Brief
What lines in the records below mention "RUSLAN"? List them all.

*** Records provided ***

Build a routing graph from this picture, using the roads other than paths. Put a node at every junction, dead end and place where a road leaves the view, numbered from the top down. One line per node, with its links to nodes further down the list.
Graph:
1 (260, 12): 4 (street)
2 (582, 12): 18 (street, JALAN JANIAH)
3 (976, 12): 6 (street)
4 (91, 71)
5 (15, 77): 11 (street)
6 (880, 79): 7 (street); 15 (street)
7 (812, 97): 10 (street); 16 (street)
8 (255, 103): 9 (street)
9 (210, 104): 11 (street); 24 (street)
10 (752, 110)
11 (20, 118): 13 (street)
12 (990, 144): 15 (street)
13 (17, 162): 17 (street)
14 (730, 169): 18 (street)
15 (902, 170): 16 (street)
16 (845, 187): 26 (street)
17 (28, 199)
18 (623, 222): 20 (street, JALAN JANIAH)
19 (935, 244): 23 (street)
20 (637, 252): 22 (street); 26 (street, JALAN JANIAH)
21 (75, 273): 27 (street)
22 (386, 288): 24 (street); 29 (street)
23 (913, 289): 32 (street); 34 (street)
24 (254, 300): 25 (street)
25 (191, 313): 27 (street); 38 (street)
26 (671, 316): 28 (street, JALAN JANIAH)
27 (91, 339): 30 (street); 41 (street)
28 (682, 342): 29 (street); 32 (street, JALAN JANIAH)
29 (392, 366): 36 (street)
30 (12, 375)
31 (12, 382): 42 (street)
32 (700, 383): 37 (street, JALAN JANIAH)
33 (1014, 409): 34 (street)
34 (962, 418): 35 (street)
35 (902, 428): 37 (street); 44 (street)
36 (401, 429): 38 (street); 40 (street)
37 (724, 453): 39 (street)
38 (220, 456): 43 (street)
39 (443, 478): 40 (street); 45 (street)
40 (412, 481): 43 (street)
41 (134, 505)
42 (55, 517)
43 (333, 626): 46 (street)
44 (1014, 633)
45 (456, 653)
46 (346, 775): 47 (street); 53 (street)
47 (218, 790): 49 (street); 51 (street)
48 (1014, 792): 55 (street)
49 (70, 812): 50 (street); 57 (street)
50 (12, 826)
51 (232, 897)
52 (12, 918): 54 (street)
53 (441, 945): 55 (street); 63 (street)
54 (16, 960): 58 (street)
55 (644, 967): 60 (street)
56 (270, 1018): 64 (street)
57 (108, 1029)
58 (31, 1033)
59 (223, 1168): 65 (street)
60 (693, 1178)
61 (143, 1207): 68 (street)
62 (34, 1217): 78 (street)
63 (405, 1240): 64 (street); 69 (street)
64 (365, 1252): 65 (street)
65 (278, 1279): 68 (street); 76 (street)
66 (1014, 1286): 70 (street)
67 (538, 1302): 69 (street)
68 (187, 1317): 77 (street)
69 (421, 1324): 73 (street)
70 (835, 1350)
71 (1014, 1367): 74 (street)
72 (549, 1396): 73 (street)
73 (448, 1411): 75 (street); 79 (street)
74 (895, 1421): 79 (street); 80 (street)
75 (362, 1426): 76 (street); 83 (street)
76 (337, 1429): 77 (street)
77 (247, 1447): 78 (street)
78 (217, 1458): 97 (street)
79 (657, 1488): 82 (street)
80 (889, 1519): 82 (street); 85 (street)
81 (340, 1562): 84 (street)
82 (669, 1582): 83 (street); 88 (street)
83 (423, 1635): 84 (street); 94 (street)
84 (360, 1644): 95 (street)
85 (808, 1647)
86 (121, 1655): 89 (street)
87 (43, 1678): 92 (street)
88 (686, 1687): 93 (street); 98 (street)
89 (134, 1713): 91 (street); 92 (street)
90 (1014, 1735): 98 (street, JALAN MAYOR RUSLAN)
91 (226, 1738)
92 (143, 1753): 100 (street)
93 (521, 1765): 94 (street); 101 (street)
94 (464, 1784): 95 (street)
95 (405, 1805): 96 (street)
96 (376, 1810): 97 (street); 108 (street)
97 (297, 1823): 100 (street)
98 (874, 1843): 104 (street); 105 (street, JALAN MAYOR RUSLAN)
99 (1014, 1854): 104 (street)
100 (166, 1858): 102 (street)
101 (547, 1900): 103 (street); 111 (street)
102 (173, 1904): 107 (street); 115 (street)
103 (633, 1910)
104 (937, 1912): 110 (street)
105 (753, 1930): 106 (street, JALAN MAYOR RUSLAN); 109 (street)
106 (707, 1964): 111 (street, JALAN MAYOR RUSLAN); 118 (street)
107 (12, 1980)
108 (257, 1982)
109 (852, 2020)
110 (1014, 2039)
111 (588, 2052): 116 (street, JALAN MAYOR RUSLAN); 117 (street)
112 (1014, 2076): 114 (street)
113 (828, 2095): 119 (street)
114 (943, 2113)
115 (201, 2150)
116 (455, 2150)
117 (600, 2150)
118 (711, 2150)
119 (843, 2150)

*** End of Records provided ***

Reply
90 (1014, 1735): 98 (street, JALAN MAYOR RUSLAN)
98 (874, 1843): 104 (street); 105 (street, JALAN MAYOR RUSLAN)
105 (753, 1930): 106 (street, JALAN MAYOR RUSLAN); 109 (street)
106 (707, 1964): 111 (street, JALAN MAYOR RUSLAN); 118 (street)
111 (588, 2052): 116 (street, JALAN MAYOR RUSLAN); 117 (street)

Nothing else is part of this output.